- **What is being asked**
The data below must be repeated exactly. Leave nothing out.

### Records provided ###

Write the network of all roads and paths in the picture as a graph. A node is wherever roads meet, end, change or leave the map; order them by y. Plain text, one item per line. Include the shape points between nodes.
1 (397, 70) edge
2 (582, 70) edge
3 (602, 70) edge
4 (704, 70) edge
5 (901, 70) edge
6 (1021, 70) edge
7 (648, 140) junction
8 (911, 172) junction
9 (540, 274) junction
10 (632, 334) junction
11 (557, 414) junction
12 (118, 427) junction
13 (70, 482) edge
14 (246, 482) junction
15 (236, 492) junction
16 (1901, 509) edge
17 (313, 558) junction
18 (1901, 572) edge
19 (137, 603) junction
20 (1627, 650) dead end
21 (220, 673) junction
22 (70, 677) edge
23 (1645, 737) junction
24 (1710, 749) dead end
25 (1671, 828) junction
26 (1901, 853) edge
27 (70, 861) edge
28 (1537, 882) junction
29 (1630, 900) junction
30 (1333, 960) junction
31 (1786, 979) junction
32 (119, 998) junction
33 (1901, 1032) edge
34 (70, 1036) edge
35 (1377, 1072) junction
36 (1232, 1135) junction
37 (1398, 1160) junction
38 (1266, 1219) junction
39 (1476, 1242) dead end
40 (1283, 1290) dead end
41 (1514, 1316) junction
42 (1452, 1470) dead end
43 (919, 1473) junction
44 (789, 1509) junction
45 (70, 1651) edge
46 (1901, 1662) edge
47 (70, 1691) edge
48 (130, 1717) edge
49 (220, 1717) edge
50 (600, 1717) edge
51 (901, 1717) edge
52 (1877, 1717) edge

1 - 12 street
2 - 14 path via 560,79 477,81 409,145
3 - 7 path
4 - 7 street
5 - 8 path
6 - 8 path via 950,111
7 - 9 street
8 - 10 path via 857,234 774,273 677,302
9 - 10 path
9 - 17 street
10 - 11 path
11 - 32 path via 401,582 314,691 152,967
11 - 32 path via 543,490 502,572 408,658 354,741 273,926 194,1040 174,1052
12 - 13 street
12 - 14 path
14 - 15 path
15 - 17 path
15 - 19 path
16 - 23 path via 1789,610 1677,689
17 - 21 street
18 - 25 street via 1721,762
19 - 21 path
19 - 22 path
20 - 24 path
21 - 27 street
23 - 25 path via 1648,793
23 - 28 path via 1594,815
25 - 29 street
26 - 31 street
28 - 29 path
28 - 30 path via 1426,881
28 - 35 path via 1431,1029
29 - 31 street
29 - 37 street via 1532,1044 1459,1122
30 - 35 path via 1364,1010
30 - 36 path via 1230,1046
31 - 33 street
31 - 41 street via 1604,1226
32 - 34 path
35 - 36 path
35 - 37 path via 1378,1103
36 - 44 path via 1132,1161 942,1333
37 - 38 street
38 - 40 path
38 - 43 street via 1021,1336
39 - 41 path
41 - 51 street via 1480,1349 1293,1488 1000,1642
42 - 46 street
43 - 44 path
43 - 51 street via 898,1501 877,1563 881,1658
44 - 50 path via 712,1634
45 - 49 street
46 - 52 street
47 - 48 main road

###

- **Exercise output**
Write the network of all roads and paths in the picture as a graph. A node is wherever roads meet, end, change or leave the map; order them by y. Plain text, one item per line. Include the shape points between nodes.
1 (397, 70) edge
2 (582, 70) edge
3 (602, 70) edge
4 (704, 70) edge
5 (901, 70) edge
6 (1021, 70) edge
7 (648, 140) junction
8 (911, 172) junction
9 (540, 274) junction
10 (632, 334) junction
11 (557, 414) junction
12 (118, 427) junction
13 (70, 482) edge
14 (246, 482) junction
15 (236, 492) junction
16 (1901, 509) edge
17 (313, 558) junction
18 (1901, 572) edge
19 (137, 603) junction
20 (1627, 650) dead end
21 (220, 673) junction
22 (70, 677) edge
23 (1645, 737) junction
24 (1710, 749) dead end
25 (1671, 828) junction
26 (1901, 853) edge
27 (70, 861) edge
28 (1537, 882) junction
29 (1630, 900) junction
30 (1333, 960) junction
31 (1786, 979) junction
32 (119, 998) junction
33 (1901, 1032) edge
34 (70, 1036) edge
35 (1377, 1072) junction
36 (1232, 1135) junction
37 (1398, 1160) junction
38 (1266, 1219) junction
39 (1476, 1242) dead end
40 (1283, 1290) dead end
41 (1514, 1316) junction
42 (1452, 1470) dead end
43 (919, 1473) junction
44 (789, 1509) junction
45 (70, 1651) edge
46 (1901, 1662) edge
47 (70, 1691) edge
48 (130, 1717) edge
49 (220, 1717) edge
50 (600, 1717) edge
51 (901, 1717) edge
52 (1877, 1717) edge

1 - 12 street
2 - 14 path via 560,79 477,81 409,145
3 - 7 path
4 - 7 street
5 - 8 path
6 - 8 path via 950,111
7 - 9 street
8 - 10 path via 857,234 774,273 677,302
9 - 10 path
9 - 17 street
10 - 11 path
11 - 32 path via 401,582 314,691 152,967
11 - 32 path via 543,490 502,572 408,658 354,741 273,926 194,1040 174,1052
12 - 13 street
12 - 14 path
14 - 15 path
15 - 17 path
15 - 19 path
16 - 23 path via 1789,610 1677,689
17 - 21 street
18 - 25 street via 1721,762
19 - 21 path
19 - 22 path
20 - 24 path
21 - 27 street
23 - 25 path via 1648,793
23 - 28 path via 1594,815
25 - 29 street
26 - 31 street
28 - 29 path
28 - 30 path via 1426,881
28 - 35 path via 1431,1029
29 - 31 street
29 - 37 street via 1532,1044 1459,1122
30 - 35 path via 1364,1010
30 - 36 path via 1230,1046
31 - 33 street
31 - 41 street via 1604,1226
32 - 34 path
35 - 36 path
35 - 37 path via 1378,1103
36 - 44 path via 1132,1161 942,1333
37 - 38 street
38 - 40 path
38 - 43 street via 1021,1336
39 - 41 path
41 - 51 street via 1480,1349 1293,1488 1000,1642
42 - 46 street
43 - 44 path
43 - 51 street via 898,1501 877,1563 881,1658
44 - 50 path via 712,1634
45 - 49 street
46 - 52 street
47 - 48 main road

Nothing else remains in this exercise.